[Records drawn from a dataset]
= Beginning of Section =

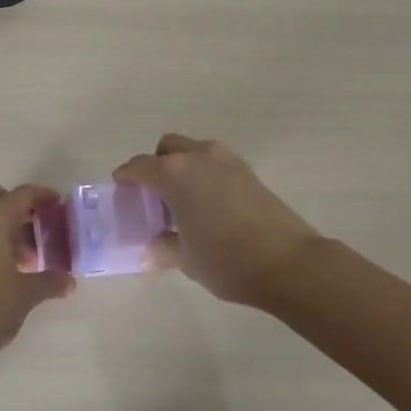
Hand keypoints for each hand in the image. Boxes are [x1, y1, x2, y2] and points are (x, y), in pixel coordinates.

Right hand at [115, 135, 321, 307]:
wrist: (289, 262)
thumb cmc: (227, 260)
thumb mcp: (186, 259)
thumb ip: (163, 248)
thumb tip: (148, 252)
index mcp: (174, 174)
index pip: (139, 166)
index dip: (126, 176)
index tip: (121, 188)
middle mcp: (198, 157)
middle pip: (167, 148)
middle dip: (156, 164)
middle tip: (155, 195)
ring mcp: (226, 160)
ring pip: (194, 151)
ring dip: (183, 166)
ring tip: (184, 200)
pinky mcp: (248, 171)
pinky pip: (215, 162)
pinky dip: (205, 174)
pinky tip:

= End of Section =

### TASK
A complete answer reproduces every line of the records in which the word "hand" occurs.

### TASK RESULT
Hand keypoints for each hand in the image. Boxes are [x1, y1, x2, y2] and points are (x, y), in pixel coordinates.
Right hand at [115, 135, 321, 307]:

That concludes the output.